Luis y yo colocamos las sillas en la talvia, justo al frente del Punto, protegidos por dos vehículos estacionados equidistantes. El calor en la tarde era abrazador. Mi sobrino se puso medio chivo:

— Tío, dijo, ¿será que él cree que le estamos echando vainas?

— Para nada–, respondí. Son los efectos del calor, que la greña aumenta.

Entonces los dos greñudos comenzamos a desmenuzar las técnicas de lo que Laureano llama “el echavainismo” radical.

Pero los argumentos de Laureano eran como un foete. Tan contundentes que me vi forzado a filibustear al mejor estilo de aquel tiempo en que era un morado acabado de graduar del Círculo de Estudio. Le tiraba una ráfaga discursiva y, cuando Máximo iba a contestar, excúseme de nuevo, interrumpía.

El debate estaba en su mejor momento cuando nos percatamos de la hora. El toque de queda se acercaba, aproximándose peligrosamente. Cada uno partió a sus casas.

Desde entonces las manos me pican. En ocasiones, incluso hasta me sudan cuando reviso las notas que tomé, loco por compartir un chin de la conversación. Aquí va una muestra.

La policía detuvo a un médico, quien se desplazaba en su carro, en pleno toque de queda. Resultó que el galeno estaba borracho. Todo él, salió de su vehículo y mostró, con actitud de echar vainas, el permiso que le confiere libertad de tránsito a cualquier hora.

– El toque de queda no es para mí –, escupió.

Un sargento, con esa cortesía, profesionalidad y respeto que hace gala la Policía Nacional, le propinó una pescozada que lo privó de aliento y lo empujó y subió al carro de la institución, a fin de que fuera a echarles vainas a los cientos de reclusos preventivos hacinados en un cuartucho.

Y es que los que por su trabajo tienen un permiso, esperan a que llegue la hora del “none” para salir. Si en el ir y venir alguien les advierte, ese es el momento exacto de echarle vainas al intruso.

— No te preocupes pana, yo tengo permiso, puedo salir a la hora que me dé la gana –, dicen.

Igual pasa con aquellos echa vaineros cuando compran unos tenis. Buscan ansiosos el momento para que los amigos sepan que están estrenando. Si los ignoran, se sueltan los cordones, se sacan los tenis, zapatean, etc. Y si todavía persisten en la indiferencia, gritan:

— A mí no me gusta estrenar, porque los zapatos nuevos son muy molestosos. Entonces los amigos se asombran:

– ¡Diablos! el tipo está pisando arañas –, gritan.

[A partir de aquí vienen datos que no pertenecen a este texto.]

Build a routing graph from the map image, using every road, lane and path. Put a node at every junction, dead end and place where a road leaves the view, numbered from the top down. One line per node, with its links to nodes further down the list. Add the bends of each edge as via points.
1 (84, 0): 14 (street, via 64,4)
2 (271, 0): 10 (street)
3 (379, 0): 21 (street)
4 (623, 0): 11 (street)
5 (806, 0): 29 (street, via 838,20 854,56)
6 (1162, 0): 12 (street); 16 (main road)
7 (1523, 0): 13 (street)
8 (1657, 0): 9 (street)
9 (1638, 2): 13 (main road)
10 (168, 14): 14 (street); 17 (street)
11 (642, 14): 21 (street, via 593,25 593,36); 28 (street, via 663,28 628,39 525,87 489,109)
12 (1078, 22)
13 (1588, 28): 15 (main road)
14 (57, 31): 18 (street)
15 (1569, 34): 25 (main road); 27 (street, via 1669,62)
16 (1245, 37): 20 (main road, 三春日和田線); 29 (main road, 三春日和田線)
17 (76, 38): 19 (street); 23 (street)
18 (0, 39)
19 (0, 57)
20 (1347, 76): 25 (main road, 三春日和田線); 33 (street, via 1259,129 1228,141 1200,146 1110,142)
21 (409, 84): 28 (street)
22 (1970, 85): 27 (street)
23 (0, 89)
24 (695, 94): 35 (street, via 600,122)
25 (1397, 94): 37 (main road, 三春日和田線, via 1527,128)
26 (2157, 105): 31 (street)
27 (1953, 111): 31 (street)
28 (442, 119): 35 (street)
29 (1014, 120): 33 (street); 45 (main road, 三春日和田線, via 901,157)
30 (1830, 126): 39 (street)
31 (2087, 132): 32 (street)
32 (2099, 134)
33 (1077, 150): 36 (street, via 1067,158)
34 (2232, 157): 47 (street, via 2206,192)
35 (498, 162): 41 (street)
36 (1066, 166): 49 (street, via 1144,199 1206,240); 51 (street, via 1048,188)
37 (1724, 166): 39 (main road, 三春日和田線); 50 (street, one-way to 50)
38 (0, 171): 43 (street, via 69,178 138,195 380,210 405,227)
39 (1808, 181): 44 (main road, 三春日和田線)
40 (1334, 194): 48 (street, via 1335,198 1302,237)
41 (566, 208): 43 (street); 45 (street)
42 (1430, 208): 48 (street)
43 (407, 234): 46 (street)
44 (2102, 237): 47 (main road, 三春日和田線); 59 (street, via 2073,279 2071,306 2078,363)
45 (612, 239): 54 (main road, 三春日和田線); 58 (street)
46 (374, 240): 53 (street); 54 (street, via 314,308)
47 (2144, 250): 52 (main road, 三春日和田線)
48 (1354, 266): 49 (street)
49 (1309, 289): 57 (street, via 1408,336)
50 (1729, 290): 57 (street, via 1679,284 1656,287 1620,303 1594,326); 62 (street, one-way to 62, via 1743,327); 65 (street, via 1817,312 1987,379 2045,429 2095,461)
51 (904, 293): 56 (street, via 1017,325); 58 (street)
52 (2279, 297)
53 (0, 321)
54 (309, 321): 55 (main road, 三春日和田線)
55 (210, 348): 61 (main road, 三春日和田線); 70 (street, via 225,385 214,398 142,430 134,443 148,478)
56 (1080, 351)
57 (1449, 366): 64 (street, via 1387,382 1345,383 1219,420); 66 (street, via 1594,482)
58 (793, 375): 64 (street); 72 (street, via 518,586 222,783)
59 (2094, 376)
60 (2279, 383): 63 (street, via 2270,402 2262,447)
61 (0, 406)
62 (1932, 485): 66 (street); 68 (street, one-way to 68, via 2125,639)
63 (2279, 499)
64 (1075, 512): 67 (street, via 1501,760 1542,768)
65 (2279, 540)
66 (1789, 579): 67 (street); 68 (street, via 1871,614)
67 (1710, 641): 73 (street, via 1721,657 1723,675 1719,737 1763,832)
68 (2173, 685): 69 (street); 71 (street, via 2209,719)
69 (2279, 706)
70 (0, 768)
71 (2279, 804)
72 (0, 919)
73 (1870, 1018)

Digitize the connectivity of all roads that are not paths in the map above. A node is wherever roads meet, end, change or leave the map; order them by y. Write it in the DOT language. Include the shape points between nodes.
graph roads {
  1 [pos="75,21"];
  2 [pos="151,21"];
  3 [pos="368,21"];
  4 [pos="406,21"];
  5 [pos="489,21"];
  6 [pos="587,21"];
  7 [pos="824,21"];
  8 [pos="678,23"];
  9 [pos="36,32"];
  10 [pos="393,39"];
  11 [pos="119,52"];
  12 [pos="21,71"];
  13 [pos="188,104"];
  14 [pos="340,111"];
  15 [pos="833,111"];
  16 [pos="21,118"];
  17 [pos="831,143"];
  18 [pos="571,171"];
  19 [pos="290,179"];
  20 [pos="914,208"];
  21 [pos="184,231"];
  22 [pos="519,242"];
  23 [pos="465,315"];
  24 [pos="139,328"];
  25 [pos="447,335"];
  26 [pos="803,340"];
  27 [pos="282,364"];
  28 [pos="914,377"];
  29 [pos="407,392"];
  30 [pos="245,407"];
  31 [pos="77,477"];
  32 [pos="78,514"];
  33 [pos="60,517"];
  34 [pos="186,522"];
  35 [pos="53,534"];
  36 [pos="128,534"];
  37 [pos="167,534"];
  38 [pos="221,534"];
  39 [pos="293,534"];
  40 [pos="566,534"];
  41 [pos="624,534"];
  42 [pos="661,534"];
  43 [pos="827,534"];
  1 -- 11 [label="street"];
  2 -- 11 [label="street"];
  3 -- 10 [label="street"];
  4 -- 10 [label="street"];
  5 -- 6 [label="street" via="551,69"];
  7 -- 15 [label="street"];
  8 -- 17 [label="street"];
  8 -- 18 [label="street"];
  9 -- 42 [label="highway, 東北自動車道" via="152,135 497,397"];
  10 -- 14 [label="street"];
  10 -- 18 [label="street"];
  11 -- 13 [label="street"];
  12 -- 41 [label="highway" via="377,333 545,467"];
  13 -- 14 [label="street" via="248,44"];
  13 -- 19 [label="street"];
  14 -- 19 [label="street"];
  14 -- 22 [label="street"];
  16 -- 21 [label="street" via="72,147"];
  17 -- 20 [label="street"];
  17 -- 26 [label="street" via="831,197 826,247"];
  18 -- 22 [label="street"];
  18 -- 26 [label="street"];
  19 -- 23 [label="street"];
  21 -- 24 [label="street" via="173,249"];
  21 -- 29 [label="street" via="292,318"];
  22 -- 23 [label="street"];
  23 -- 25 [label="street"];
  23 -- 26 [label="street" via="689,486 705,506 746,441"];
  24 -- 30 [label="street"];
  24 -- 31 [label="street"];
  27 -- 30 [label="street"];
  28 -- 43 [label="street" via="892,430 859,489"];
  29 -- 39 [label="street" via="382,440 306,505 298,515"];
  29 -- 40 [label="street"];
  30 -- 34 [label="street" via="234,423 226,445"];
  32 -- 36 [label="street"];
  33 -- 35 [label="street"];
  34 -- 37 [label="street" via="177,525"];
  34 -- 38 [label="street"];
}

El cambio de celular resulta también un acontecimiento. Si el Smartphone – esos teléfonos más inteligentes que el dueño — es el último modelo del mercado, no hay quien aguante las vainas del dominicano. Arman una juntadera intensa. Van al drink, al colmadón, a la disco.

En el momento indicado comienzan los malabares para que los comensales sepan que tienen una máquina nueva. Lo ponen en la mesa donde están las bebidas –cuidado si me mojan el teléfono –, advierten a seguidas. La acción se repite una y otra vez. Los chats son más frecuentes.

Pero si todavía no se percatan se llaman a ellos mismos y responden como si del otro lado los estuvieran escuchando.

— ¡Helouuu! –, responde uno de ellos, emocionado. Dímelo pana, dame luz. ¡Qué! cómo va a ser esa vaina. ¡No! no puede ser, yo no he visto llamadas tuyas hoy. Tú sabes que yo respondo y, si eres tú, con más razón todavía.

Ya consciente de que todos están pendientes:

— ¿Sabes qué? mi pana –, dice. Es que cambié el teléfono por uno súper moderno y es tan discreto que ni me doy cuenta cuando suena.